I'm done my homework: Complement Coercion and Aspectual Adjectives in Canadian English


  • Patrick Murphy




Self-paced reading and eye-tracking studies have generally found that combining aspectual verbs (like ‘begin’ and ‘finish’) with entity nouns (like ‘the book’ or ‘the coffee’) is associated with increased reading times on and around the noun (McElree et al. 2001; Traxler et al. 2002; Pickering et al. 2005). This processing cost is widely interpreted as evidence of complement coercion—aspectual verbs semantically select for an event (like ‘dancing’ or ‘the dance’) and can take entity objects only if they are coerced into an event through a computationally costly process of type-shifting (Pustejovsky 1995; Jackendoff 1997).
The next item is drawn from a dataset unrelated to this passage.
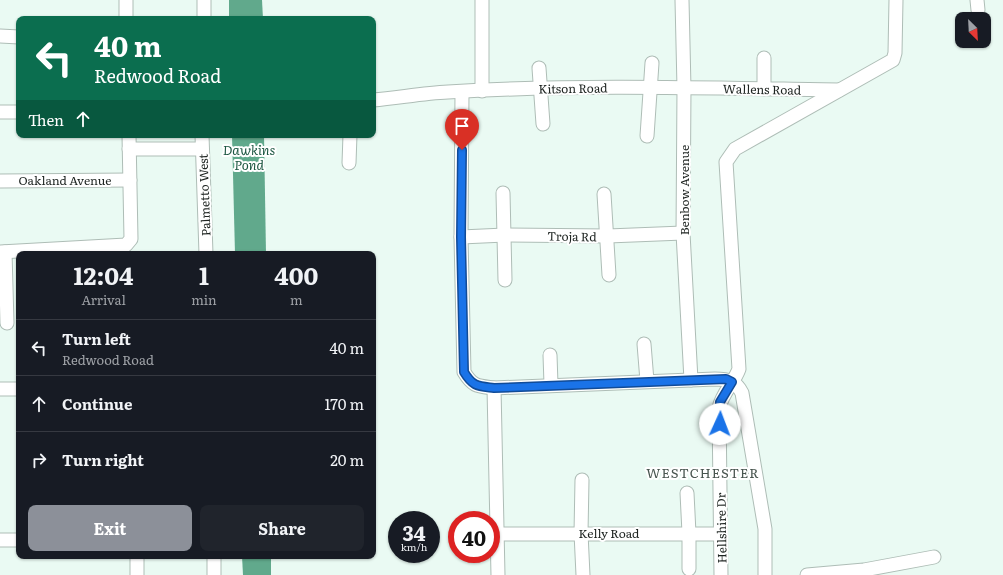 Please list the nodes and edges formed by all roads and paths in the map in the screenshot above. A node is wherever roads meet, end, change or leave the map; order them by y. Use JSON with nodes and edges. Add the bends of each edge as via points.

This paper presents an eye-tracking study of the Canadian English ‘be done NP’ construction, e.g., ‘I am done/finished my homework’ (not to be confused with the dialect-neutral ‘I am done/finished WITH my homework’) to mean ‘I have finished my homework’. Results suggest a processing penalty for entity-denoting nouns like ‘the script’ (compared to event description nouns like ‘the audition’) in this construction, which supports Fruehwald & Myler’s (2015) proposal that ‘done’ and ‘finished’ in this construction are aspectual adjectives that behave like aspectual verbs in requiring complement coercion and type-shifting for entity-denoting nouns.